The Federal Reserve Board (FRB) has published two semiannual reports: 1) the Supervision and Regulation Report and 2) the Financial Stability Report.

The Supervision and Regulation Report highlights the FRB’s assessment of banking system conditions, as well as regulatory and supervisory developments in 2023 and priorities for 2024. The Financial Stability Report presents FRB’s current assessment of the stability of the overall U.S. financial system.

The reports are outlined in detail below.

Supervision and Regulation Report

Highlights of the FRB’s Supervision and Regulation Report follow.

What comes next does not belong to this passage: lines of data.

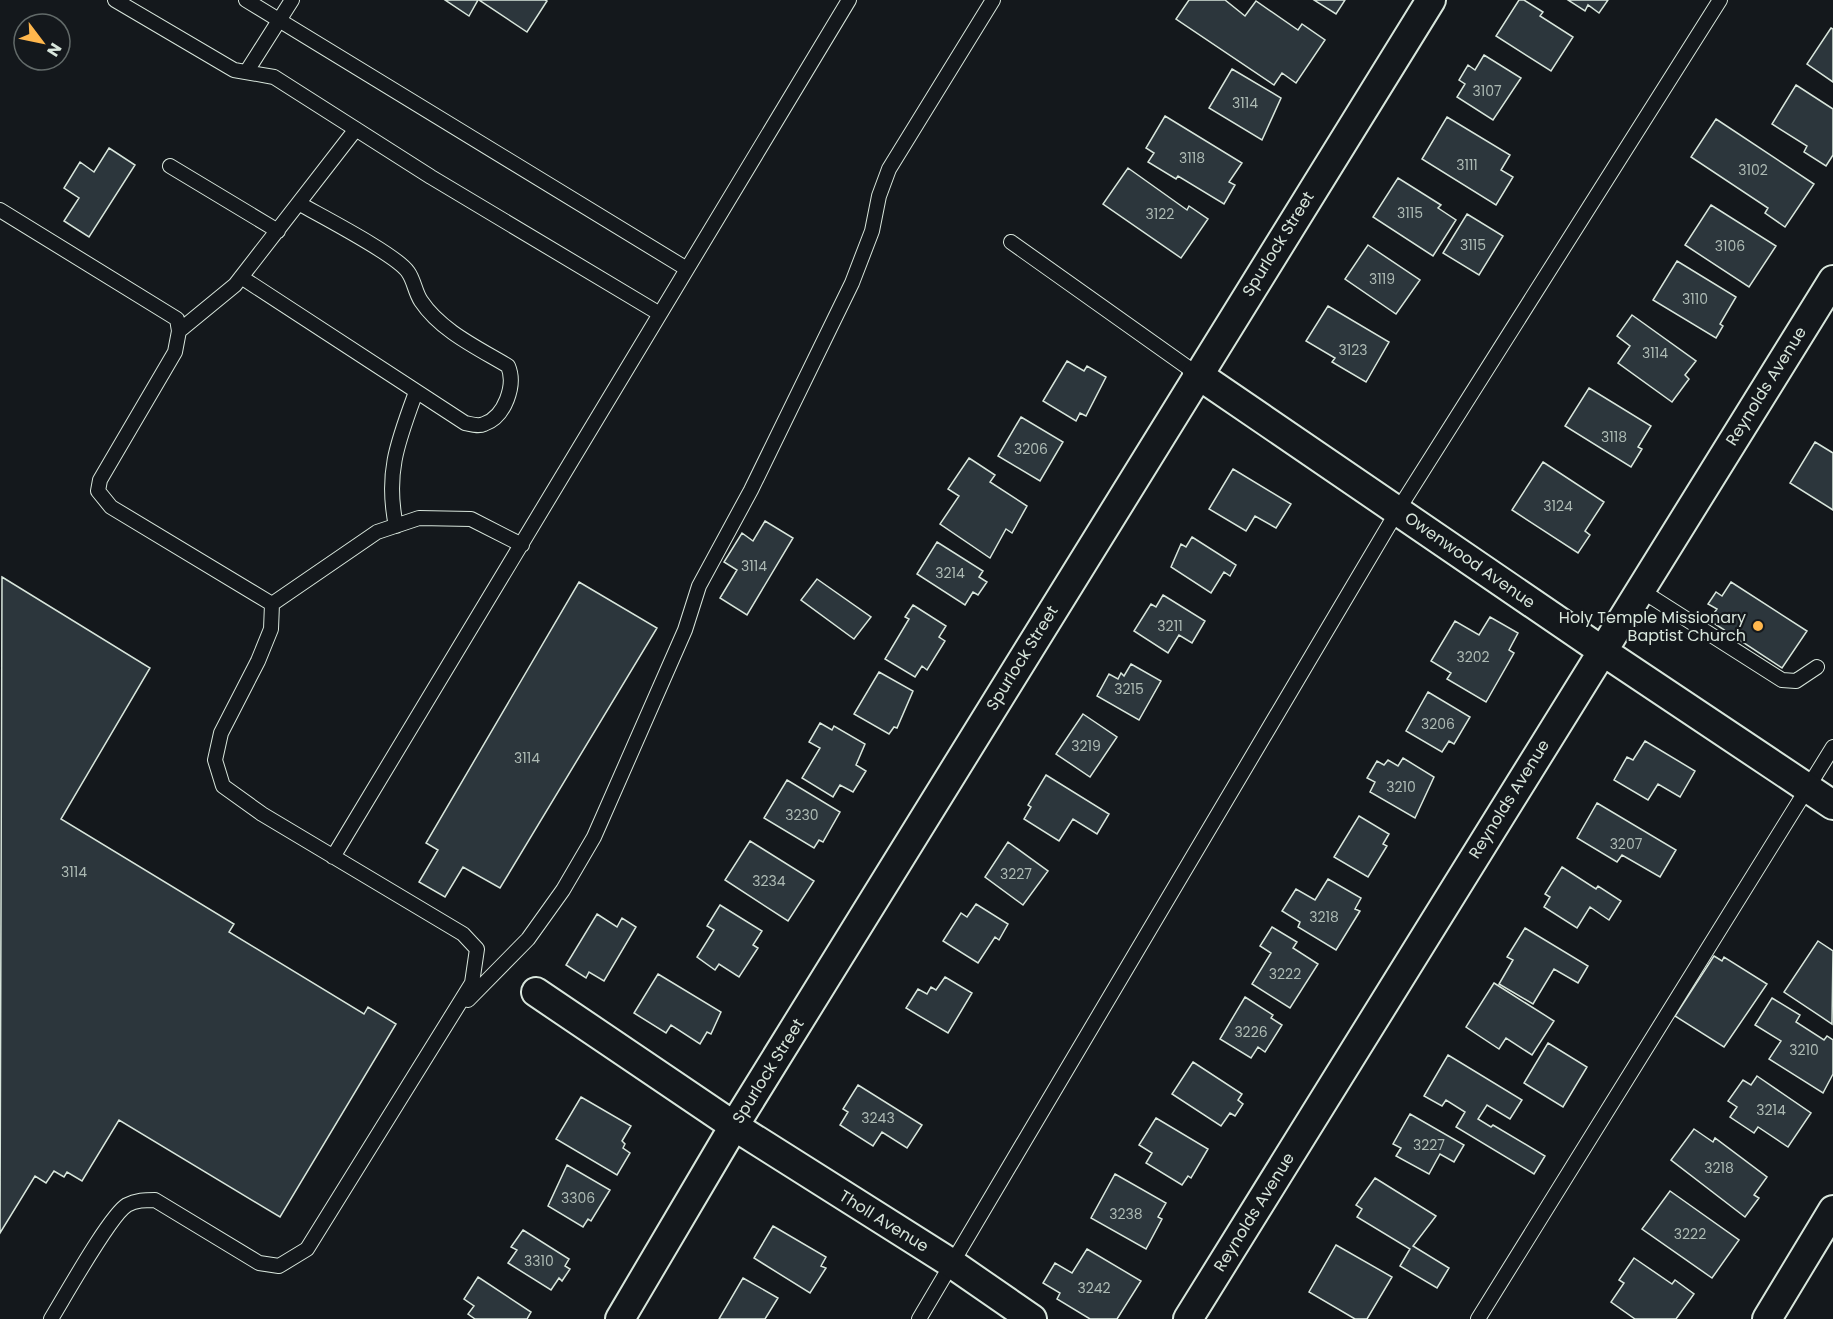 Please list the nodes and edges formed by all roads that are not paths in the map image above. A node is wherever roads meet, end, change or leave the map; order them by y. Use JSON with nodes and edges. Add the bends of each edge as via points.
{"nodes":[{"id":1,"x":115,"y":0,"type":"edge"},
{"id":2,"x":246,"y":0,"type":"edge"},
{"id":3,"x":292,"y":0,"type":"edge"},
{"id":4,"x":849,"y":0,"type":"edge"},
{"id":5,"x":993,"y":0,"type":"edge"},
{"id":6,"x":1431,"y":0,"type":"edge"},
{"id":7,"x":1720,"y":0,"type":"edge"},
{"id":8,"x":279,"y":20,"type":"junction"},
{"id":9,"x":247,"y":71,"type":"junction"},
{"id":10,"x":356,"y":129,"type":"junction"},
{"id":11,"x":170,"y":166,"type":"dead end"},
{"id":12,"x":300,"y":204,"type":"junction"},
{"id":13,"x":0,"y":210,"type":"edge"},
{"id":14,"x":278,"y":231,"type":"junction"},
{"id":15,"x":1011,"y":242,"type":"dead end"},
{"id":16,"x":687,"y":269,"type":"junction"},
{"id":17,"x":241,"y":277,"type":"junction"},
{"id":18,"x":1833,"y":280,"type":"edge"},
{"id":19,"x":660,"y":314,"type":"junction"},
{"id":20,"x":179,"y":331,"type":"junction"},
{"id":21,"x":1197,"y":374,"type":"junction"},
{"id":22,"x":416,"y":392,"type":"junction"},
{"id":23,"x":1398,"y":510,"type":"junction"},
{"id":24,"x":396,"y":526,"type":"junction"},
{"id":25,"x":522,"y":544,"type":"junction"},
{"id":26,"x":1639,"y":589,"type":"junction"},
{"id":27,"x":272,"y":604,"type":"junction"},
{"id":28,"x":1601,"y":650,"type":"junction"},
{"id":29,"x":1817,"y":667,"type":"dead end"},
{"id":30,"x":1833,"y":747,"type":"edge"},
{"id":31,"x":1807,"y":789,"type":"junction"},
{"id":32,"x":1833,"y":805,"type":"edge"},
{"id":33,"x":333,"y":857,"type":"junction"},
{"id":34,"x":536,"y":992,"type":"dead end"},
{"id":35,"x":451,"y":1017,"type":"junction"},
{"id":36,"x":734,"y":1126,"type":"junction"},
{"id":37,"x":1833,"y":1210,"type":"edge"},
{"id":38,"x":951,"y":1263,"type":"junction"},
{"id":39,"x":51,"y":1319,"type":"edge"},
{"id":40,"x":621,"y":1319,"type":"edge"},
{"id":41,"x":919,"y":1319,"type":"edge"},
{"id":42,"x":1032,"y":1319,"type":"edge"},
{"id":43,"x":1188,"y":1319,"type":"edge"},
{"id":44,"x":1478,"y":1319,"type":"edge"},
{"id":45,"x":1767,"y":1319,"type":"edge"}],
"edges":[{"from":1,"to":9,"type":"lane","via":[[234,70]]},
{"from":2,"to":8,"type":"lane"},
{"from":3,"to":8,"type":"lane"},
{"from":4,"to":16,"type":"lane"},
{"from":5,"to":35,"type":"lane","via":[[889,169],[852,283],[751,490],[699,586],[685,630],[594,837],[528,939]]},
{"from":6,"to":21,"type":"street","name":"Spurlock Street"},
{"from":7,"to":23,"type":"lane"},
{"from":8,"to":9,"type":"lane"},
{"from":8,"to":16,"type":"lane"},
{"from":9,"to":10,"type":"lane","via":[[274,77]]},
{"from":10,"to":12,"type":"lane"},
{"from":10,"to":19,"type":"lane"},
{"from":11,"to":14,"type":"lane"},
{"from":12,"to":14,"type":"lane"},
{"from":12,"to":22,"type":"lane","via":[[394,259],[408,272],[412,286],[432,314],[450,331],[508,366],[512,375],[512,389],[495,418],[485,424],[465,423]]},
{"from":13,"to":20,"type":"lane","via":[[177,319]]},
{"from":14,"to":17,"type":"lane"},
{"from":15,"to":21,"type":"lane"},
{"from":16,"to":19,"type":"lane"},
{"from":17,"to":20,"type":"lane"},
{"from":17,"to":22,"type":"lane"},
{"from":18,"to":26,"type":"street","name":"Reynolds Avenue"},
{"from":19,"to":25,"type":"lane"},
{"from":20,"to":27,"type":"lane","via":[[175,352],[100,480],[98,491],[111,507]]},
{"from":21,"to":23,"type":"street","name":"Owenwood Avenue"},
{"from":21,"to":36,"type":"street","name":"Spurlock Street"},
{"from":22,"to":24,"type":"lane","via":[[394,459],[390,497]]},
{"from":23,"to":28,"type":"street","name":"Owenwood Avenue"},
{"from":23,"to":38,"type":"lane"},
{"from":24,"to":25,"type":"lane","via":[[419,518],[471,519]]},
{"from":24,"to":27,"type":"lane","via":[[377,532]]},
{"from":25,"to":33,"type":"lane"},
{"from":26,"to":28,"type":"street","name":"Reynolds Avenue"},
{"from":26,"to":29,"type":"lane","via":[[1782,680],[1796,681]]},
{"from":27,"to":33,"type":"lane","via":[[272,629],[221,733],[215,760],[223,786]]},
{"from":28,"to":31,"type":"street","name":"Owenwood Avenue"},
{"from":28,"to":43,"type":"street","name":"Reynolds Avenue"},
{"from":30,"to":31,"type":"lane"},
{"from":31,"to":32,"type":"street","name":"Owenwood Avenue"},
{"from":31,"to":44,"type":"lane"},
{"from":33,"to":35,"type":"lane","via":[[463,934],[477,950],[472,983]]},
{"from":34,"to":36,"type":"street","name":"Tholl Avenue"},
{"from":35,"to":39,"type":"lane","via":[[307,1250],[279,1266],[259,1263],[155,1200],[141,1200],[125,1206]]},
{"from":36,"to":38,"type":"street","name":"Tholl Avenue"},
{"from":36,"to":40,"type":"street","name":"Spurlock Street"},
{"from":37,"to":45,"type":"street"},
{"from":38,"to":41,"type":"lane"},
{"from":38,"to":42,"type":"street","name":"Tholl Avenue"}]} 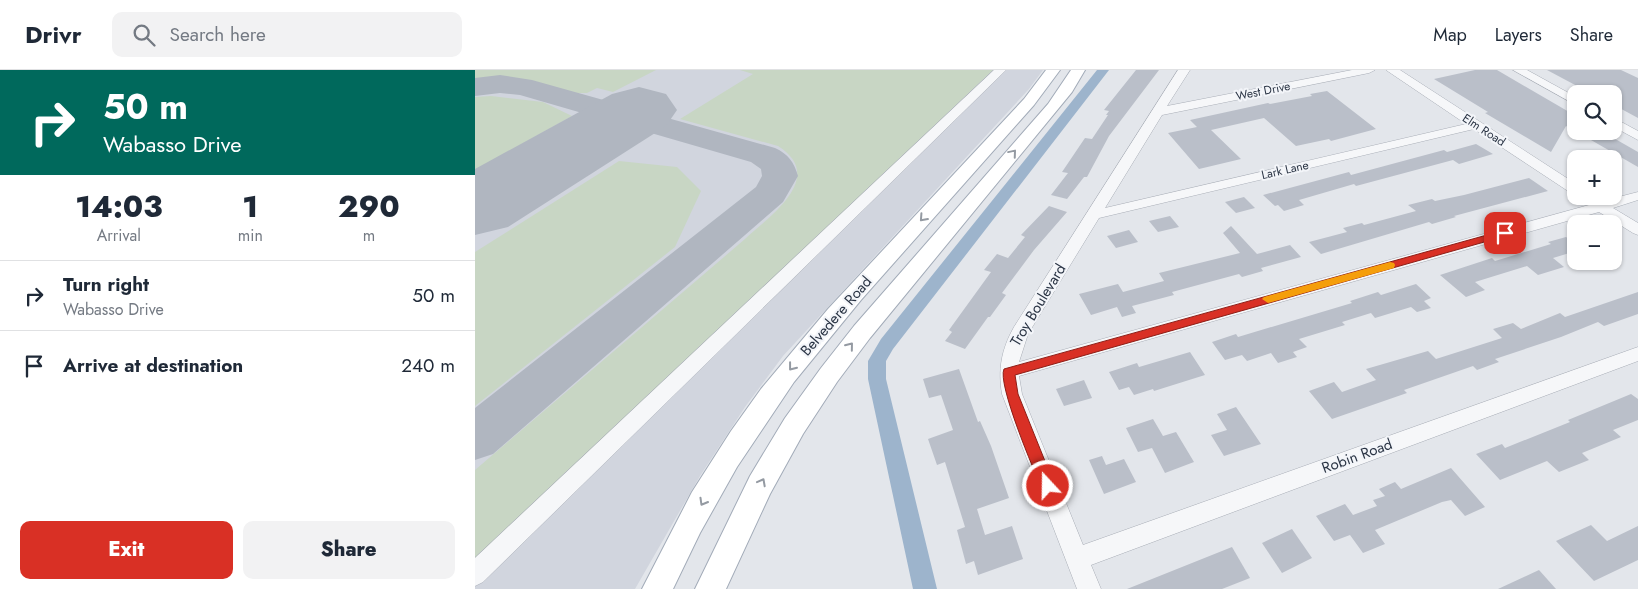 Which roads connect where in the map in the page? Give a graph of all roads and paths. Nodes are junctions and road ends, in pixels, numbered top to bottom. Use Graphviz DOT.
graph roads {
  1 [pos="1000,70"];
  2 [pos="1053,70"];
  3 [pos="1078,70"];
  4 [pos="1184,70"];
  5 [pos="1369,70"];
  6 [pos="1392,70"];
  7 [pos="1519,70"];
  8 [pos="1567,97"];
  9 [pos="1157,112"];
  10 [pos="1477,125"];
  11 [pos="1622,127"];
  12 [pos="1638,136"];
  13 [pos="955,182"];
  14 [pos="1567,184"];
  15 [pos="982,190"];
  16 [pos="1638,196"];
  17 [pos="1601,206"];
  18 [pos="1093,215"];
  19 [pos="1638,230"];
  20 [pos="1635,359"];
  21 [pos="1009,372"];
  22 [pos="1077,559"];
  23 [pos="475,574"];
  24 [pos="657,589"];
  25 [pos="710,589"];
  26 [pos="1089,589"];
  1 -- 23 [label="street"];
  2 -- 13 [label="main road, Belvedere Road"];
  15 -- 3 [label="main road, Belvedere Road, one-way"];
  4 -- 9 [label="street, Troy Boulevard"];
  5 -- 9 [label="street, West Drive"];
  6 -- 10 [label="street, Elm Road"];
  7 -- 8 [label="street"];
  9 -- 18 [label="street, Troy Boulevard"];
  10 -- 14 [label="street, Elm Road"];
  10 -- 18 [label="street, Lark Lane"];
  11 -- 12 [label="street"];
  13 -- 15 [label="main road"];
  13 -- 24 [label="main road, Belvedere Road, one-way"];
  25 -- 15 [label="main road, Belvedere Road, one-way"];
  16 -- 17 [label="street"];
  17 -- 19 [label="street"];
  17 -- 21 [label="street"];
  18 -- 21 [label="street, Troy Boulevard"];
  20 -- 22 [label="street, Robin Road"];
  21 -- 22 [label="street, Troy Boulevard"];
  22 -- 26 [label="street, Troy Boulevard"];
}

Banking System Conditions. The FRB states “The banking system remains sound overall. Banks continue to report capital and liquidity levels above regulatory minimums. Earnings performance has remained solid and in line with pre-pandemic levels, despite recent pressure on net interest margins. Deposit declines related to the March banking stresses have slowed. Loan delinquency rates remain low overall. However, delinquencies for CRE and some consumer sectors have increased from their low levels, and banks have increased credit loss provisions. Liquidity and interest rate risks also remain elevated for some banks, partially attributed to the increased funding costs and significant fair value losses on investment securities.”

Regulatory Developments. The report highlights regulatory developments since May 2023, including Interagency releases on proposed rules covering the Basel III capital framework and long-term debt requirements, guidance on liquidity risks and contingency funding planning and third-party risk management, and principles for climate-related financial risk management.

Supervisory Developments. The FRB states that it is “taking steps to enhance the speed, force, and agility of its supervision.” This includes assessing banks’ preparedness for managing liquidity, interest rate, and credit risks, conducting targeted reviews of banks exhibiting higher risk profiles, and engaging in focused training and outreach on supervisory expectations for banks and examiners. In some cases, the agency initiated continuous monitoring for a small number of firms with risk profiles that could result in funding pressures.

2024 Supervisory Priorities. The report outlines FRB’s 2024 supervisory priorities for large financial institutions (with $100 billion or more in total assets), community banking organizations (CBOs) (with less than $10 billion in total assets), and regional banking organization (RBOs) (with between $10 and $100 billion in total assets). These priorities are outlined in the table below.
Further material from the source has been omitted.